Velocity-driven frictional sliding: Coarsening and steady-state pulse trains

TL;DR

This paper investigates velocity-driven frictional systems with rate-weakening interfaces, revealing the emergence of self-healing slip pulses, coarsening dynamics, and steady-state pulse trains, with detailed theoretical and numerical analysis.

Contribution

It demonstrates the formation of steady propagating pulse trains and coarsening behavior in velocity-driven frictional systems, advancing understanding of slip pulse dynamics.

Findings

Pulse trains are system-length limited and propagate steadily.

Coarsening dynamics lead to a saturated pulse train pattern.

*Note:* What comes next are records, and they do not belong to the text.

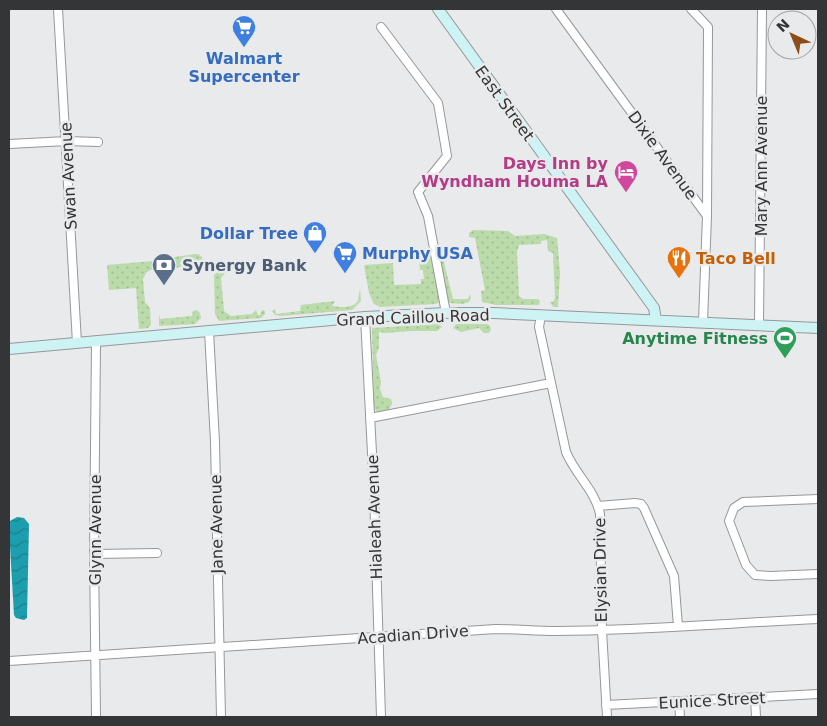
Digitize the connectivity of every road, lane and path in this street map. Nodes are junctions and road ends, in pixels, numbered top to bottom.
1 (58, 9) edge
2 (438, 9) edge
3 (556, 9) edge
4 (690, 9) edge
5 (762, 9) edge
6 (381, 27) dead end
7 (67, 141) junction
8 (98, 142) dead end
9 (9, 144) edge
10 (707, 216) junction
11 (446, 313) junction
12 (541, 315) junction
13 (365, 318) junction
14 (656, 320) junction
15 (703, 322) junction
16 (759, 324) junction
17 (818, 328) edge
18 (209, 331) junction
19 (96, 342) junction
20 (77, 343) junction
21 (9, 349) edge
22 (552, 383) junction
23 (370, 418) junction
24 (818, 499) edge
25 (598, 506) junction
26 (157, 553) dead end
27 (94, 554) junction
28 (818, 574) edge
29 (818, 619) edge
30 (678, 626) junction
31 (602, 630) junction
32 (379, 636) junction
33 (219, 647) junction
34 (96, 654) junction
35 (9, 661) edge
36 (818, 694) edge
37 (755, 697) junction
38 (679, 701) junction
39 (606, 705) junction
40 (96, 717) edge
41 (221, 717) edge
42 (381, 717) edge
43 (606, 717) edge
44 (680, 717) edge
45 (756, 717) edge

1 - 7 street, Swan Avenue
2 - 14 main road, East Street
3 - 10 street, Dixie Avenue
4 - 10 street
5 - 16 street, Mary Ann Avenue
6 - 11 street
7 - 8 street
7 - 9 street
7 - 20 street, Swan Avenue
10 - 15 street, Dixie Avenue
11 - 12 main road, Grand Caillou Road
11 - 13 main road, Grand Caillou Road
12 - 14 main road, Grand Caillou Road
12 - 22 street, Elysian Drive
13 - 18 main road, Grand Caillou Road
13 - 23 street, Hialeah Avenue
14 - 15 main road, Grand Caillou Road
15 - 16 main road, Grand Caillou Road
16 - 17 main road, Grand Caillou Road
18 - 19 main road, Grand Caillou Road
18 - 33 street, Jane Avenue
19 - 20 main road, Grand Caillou Road
19 - 27 street, Glynn Avenue
20 - 21 main road, Grand Caillou Road
22 - 23 street
22 - 25 street, Elysian Drive
23 - 32 street, Hialeah Avenue
24 - 28 street
25 - 30 street
25 - 31 street, Elysian Drive
26 - 27 street
27 - 34 street, Glynn Avenue
29 - 30 street, Acadian Drive
30 - 31 street, Acadian Drive
31 - 32 street, Acadian Drive
31 - 39 street, Elysian Drive
32 - 33 street, Acadian Drive
32 - 42 street, Hialeah Avenue
33 - 34 street, Acadian Drive
33 - 41 street, Jane Avenue
34 - 35 street, Acadian Drive
34 - 40 street, Glynn Avenue
36 - 37 street, Eunice Street
37 - 38 street, Eunice Street
37 - 45 street
38 - 39 street, Eunice Street
38 - 44 street
39 - 43 street, Elysian Drive

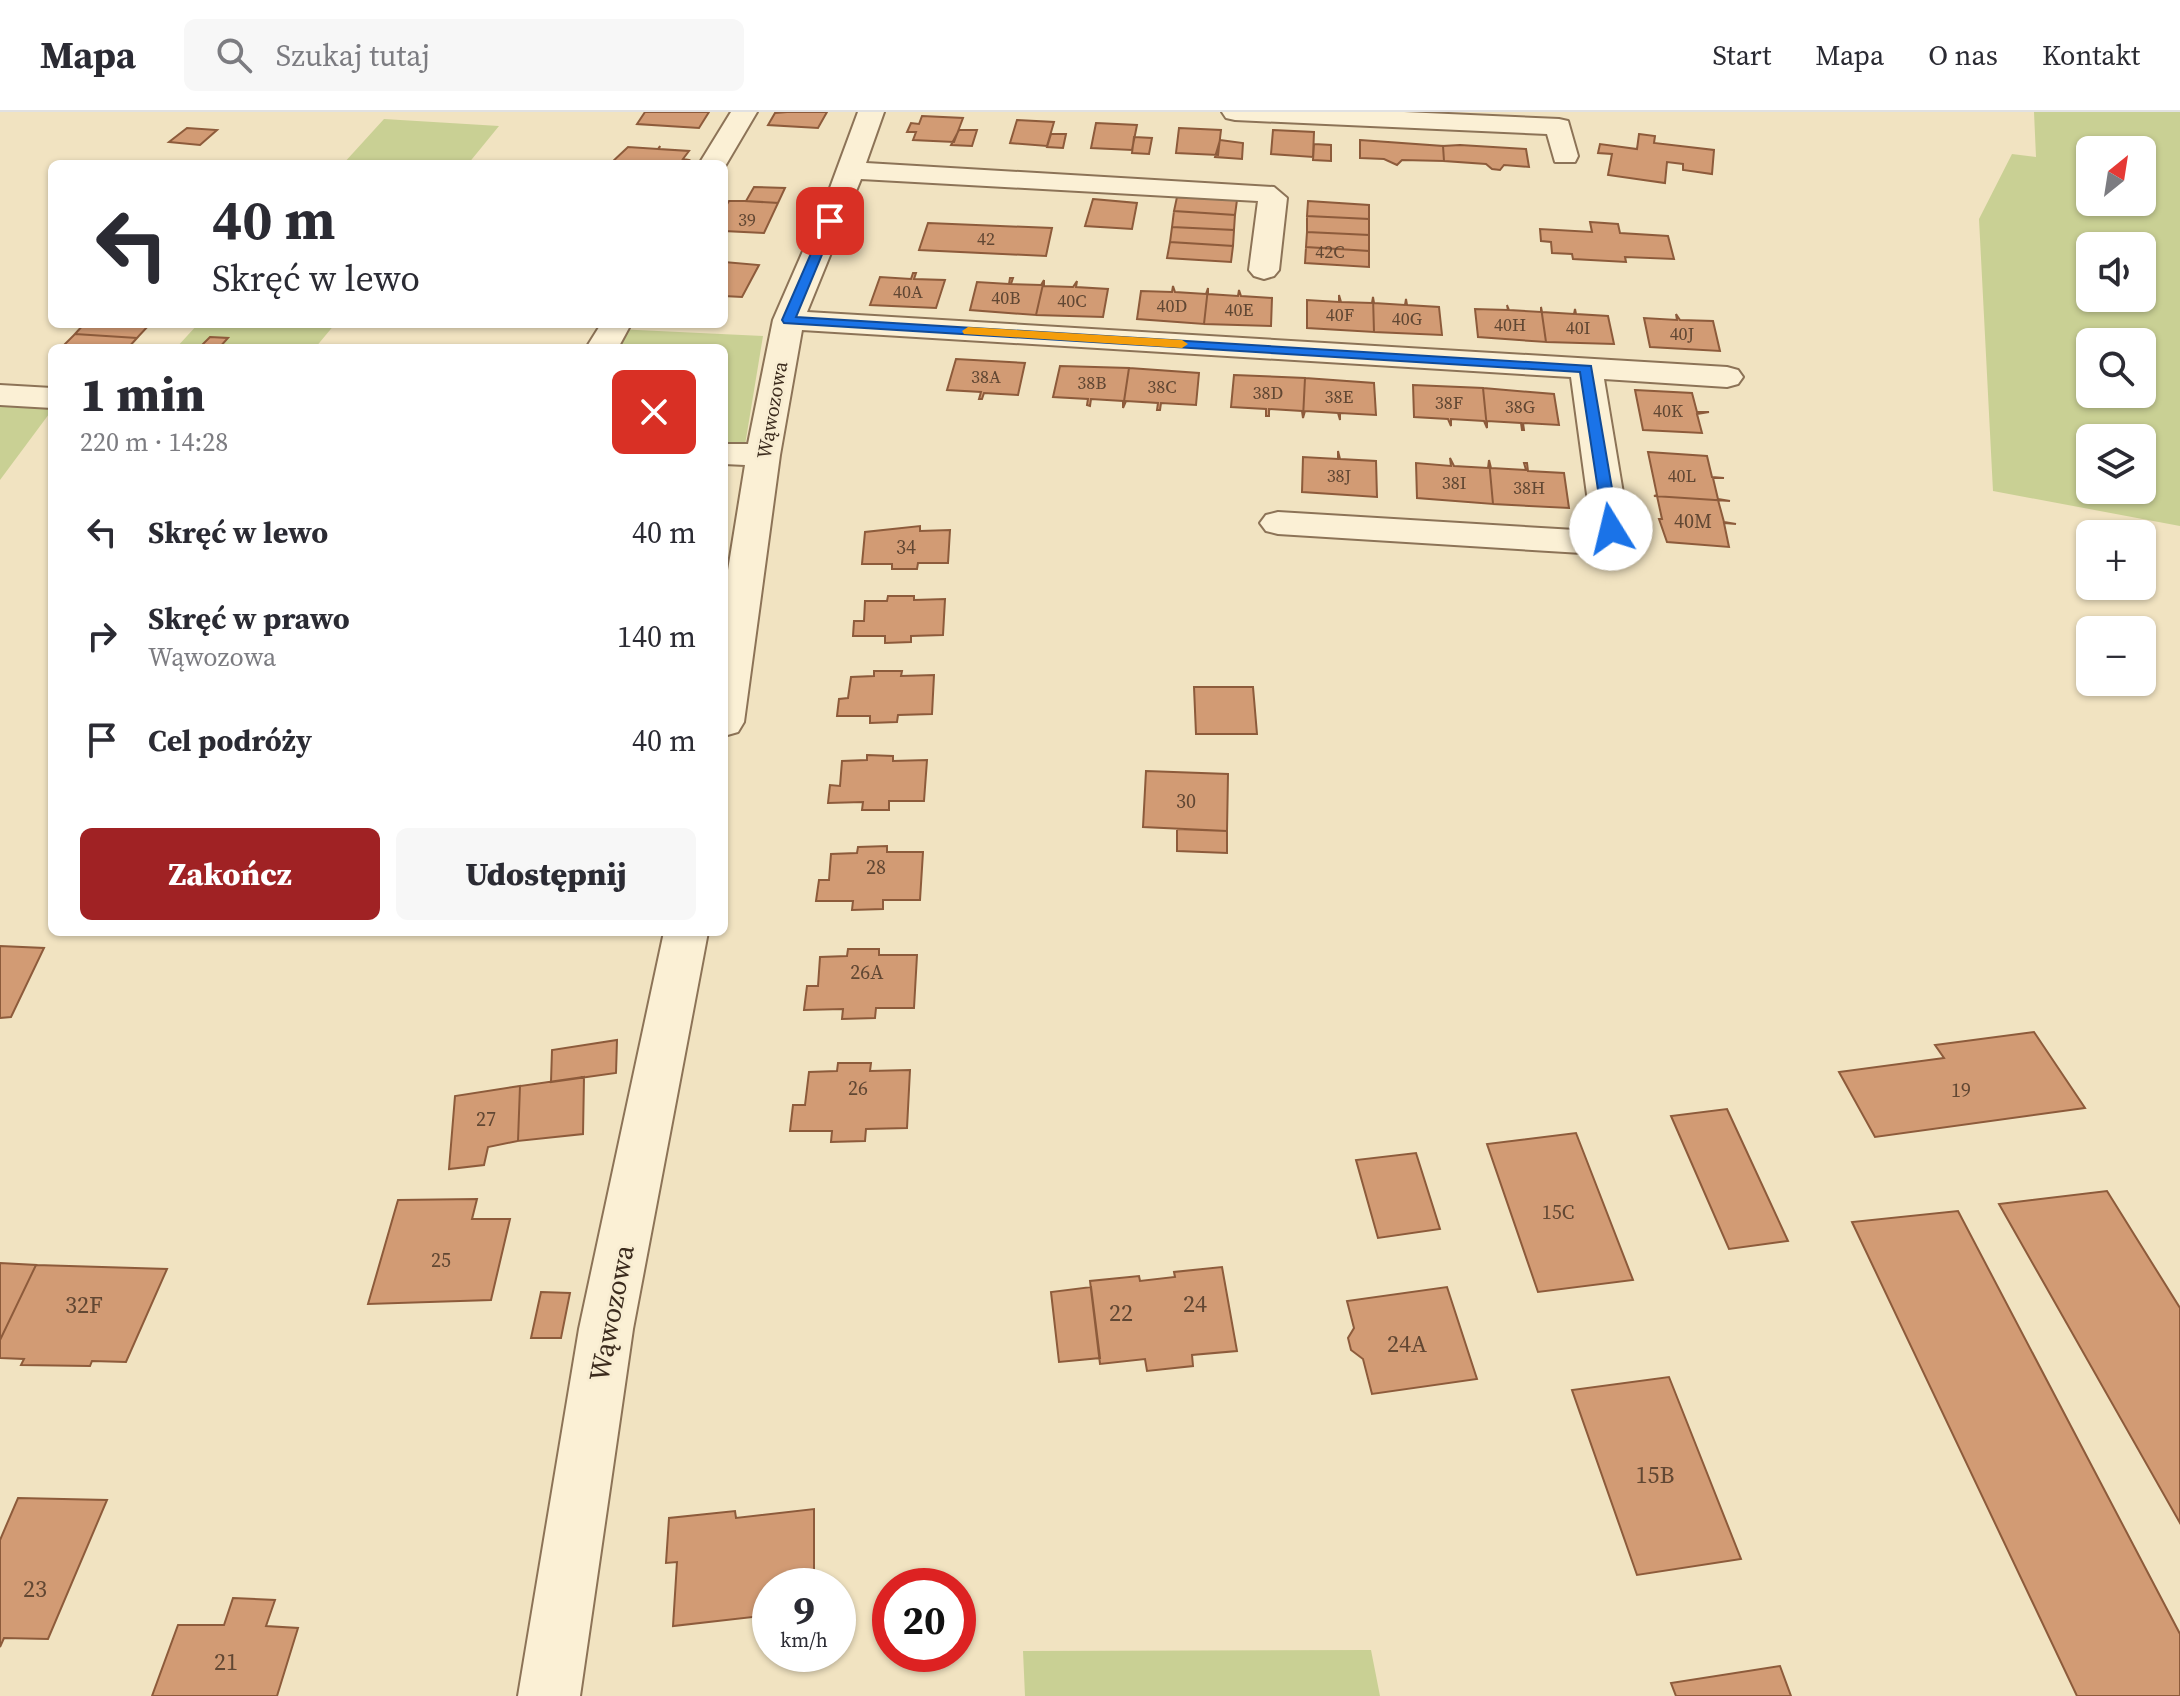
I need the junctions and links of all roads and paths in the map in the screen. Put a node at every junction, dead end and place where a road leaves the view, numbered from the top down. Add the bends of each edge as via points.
1 (744, 112) edge
2 (871, 112) edge
3 (1235, 112) edge
4 (1565, 156) dead end
5 (715, 160) edge
6 (850, 170) junction
7 (1264, 270) dead end
8 (788, 320) junction
9 (1586, 368) junction
10 (1727, 377) dead end
11 (0, 395) edge
12 (48, 398) edge
13 (728, 454) edge
14 (763, 455) junction
15 (1278, 523) dead end
16 (728, 695) edge
17 (685, 936) edge
18 (549, 1696) edge

1 - 5 street
2 - 6 street, Wąwozowa
3 - 4 street via 1559,127
6 - 7 street via 1264,193 1273,198
6 - 8 street, Wąwozowa
8 - 9 street
8 - 14 street, Wąwozowa
9 - 10 street
9 - 15 street via 1611,529 1598,543
11 - 12 street
13 - 14 street
14 - 16 street, Wąwozowa
17 - 18 street, Wąwozowa via 606,1329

Pulse trains can be accompanied by periodic instabilities at small heights.

Abstract

Frictional sliding is an intrinsically complex phenomenon, emerging from the interplay between driving forces, elasto-frictional instabilities, interfacial nonlinearity and dissipation, material inertia and bulk geometry. We show that homogeneous rate-and-state dependent frictional systems, driven at a prescribed boundary velocity -- as opposed to a prescribed stress -- in a range where the frictional interface is rate-weakening, generically host self-healing slip pulses, a sliding mode not yet fully understood. Such velocity-driven frictional systems are then shown to exhibit coarsening dynamics saturated at the system length in the sliding direction, independently of the system's height, leading to steadily propagating pulse trains. The latter may be viewed as a propagating phase-separated state, where slip and stick characterize the two phases. While pulse trains' periodicity is coarsening-limited by the system's length, the single pulse width, characteristic slip velocity and propagation speed exhibit rich properties, which are comprehensively understood using theory and extensive numerics. Finally, we show that for sufficiently small system heights, pulse trains are accompanied by periodic elasto-frictional instabilities.